--- Material for this exercise Enclosed Below ---

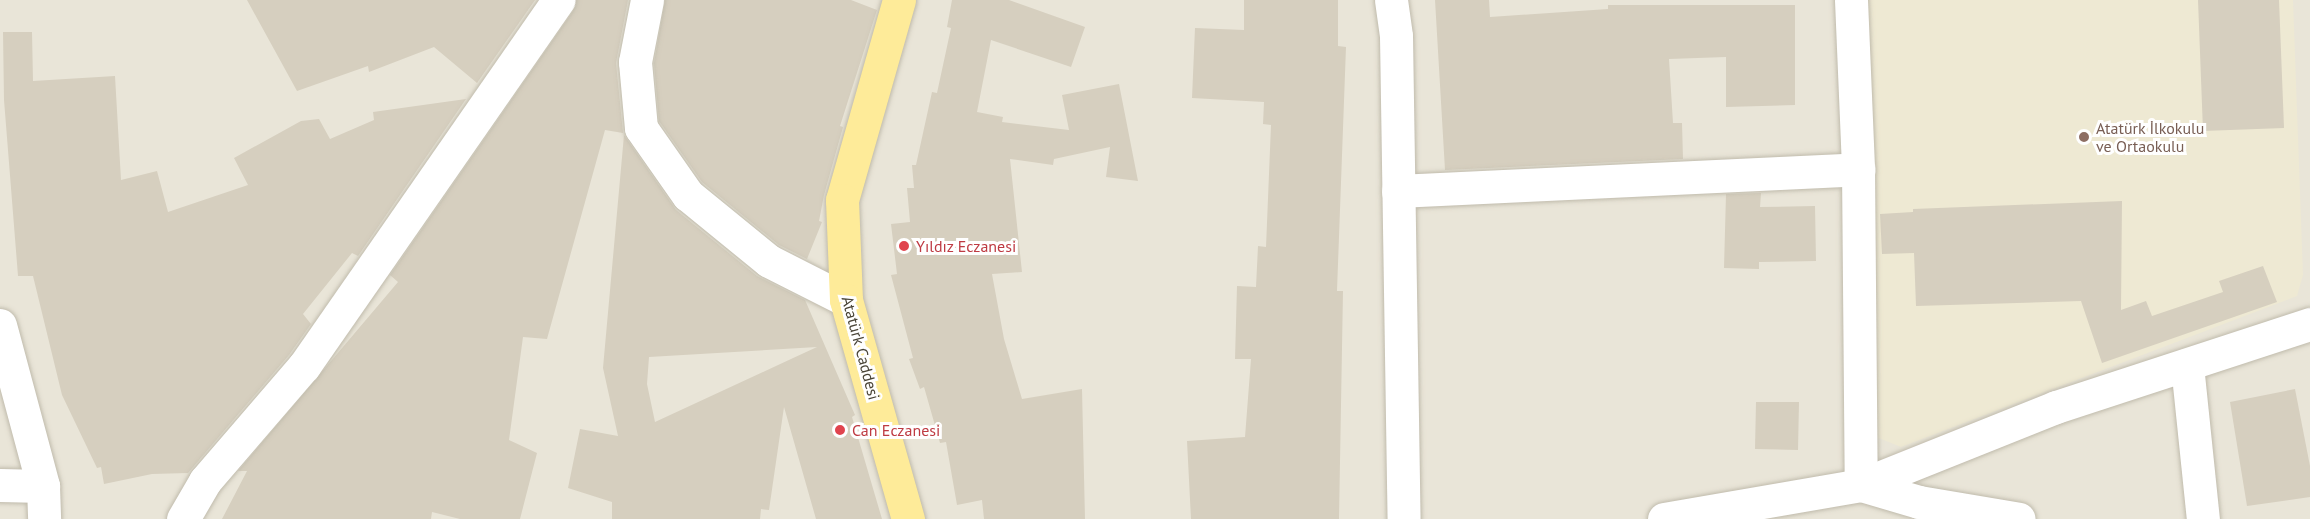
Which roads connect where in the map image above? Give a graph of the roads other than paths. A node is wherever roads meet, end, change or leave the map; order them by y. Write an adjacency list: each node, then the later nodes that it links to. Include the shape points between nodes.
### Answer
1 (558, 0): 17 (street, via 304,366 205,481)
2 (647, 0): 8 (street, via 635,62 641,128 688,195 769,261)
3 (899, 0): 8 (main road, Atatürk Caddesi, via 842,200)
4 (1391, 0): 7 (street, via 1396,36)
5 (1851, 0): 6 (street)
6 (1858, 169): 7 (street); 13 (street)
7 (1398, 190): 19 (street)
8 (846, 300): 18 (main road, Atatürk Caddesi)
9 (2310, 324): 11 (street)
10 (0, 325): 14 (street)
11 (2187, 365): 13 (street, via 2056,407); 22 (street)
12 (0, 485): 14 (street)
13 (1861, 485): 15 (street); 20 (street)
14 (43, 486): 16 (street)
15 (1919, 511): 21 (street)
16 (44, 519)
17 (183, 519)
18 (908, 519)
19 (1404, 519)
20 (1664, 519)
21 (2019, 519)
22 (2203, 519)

--- End of Enclosed Material for this exercise ---

- Your assignment -
Reproduce each line of the records above, exactly and without pictures.

- Your response -
Which roads connect where in the map image above? Give a graph of the roads other than paths. A node is wherever roads meet, end, change or leave the map; order them by y. Write an adjacency list: each node, then the later nodes that it links to. Include the shape points between nodes.
### Answer
1 (558, 0): 17 (street, via 304,366 205,481)
2 (647, 0): 8 (street, via 635,62 641,128 688,195 769,261)
3 (899, 0): 8 (main road, Atatürk Caddesi, via 842,200)
4 (1391, 0): 7 (street, via 1396,36)
5 (1851, 0): 6 (street)
6 (1858, 169): 7 (street); 13 (street)
7 (1398, 190): 19 (street)
8 (846, 300): 18 (main road, Atatürk Caddesi)
9 (2310, 324): 11 (street)
10 (0, 325): 14 (street)
11 (2187, 365): 13 (street, via 2056,407); 22 (street)
12 (0, 485): 14 (street)
13 (1861, 485): 15 (street); 20 (street)
14 (43, 486): 16 (street)
15 (1919, 511): 21 (street)
16 (44, 519)
17 (183, 519)
18 (908, 519)
19 (1404, 519)
20 (1664, 519)
21 (2019, 519)
22 (2203, 519)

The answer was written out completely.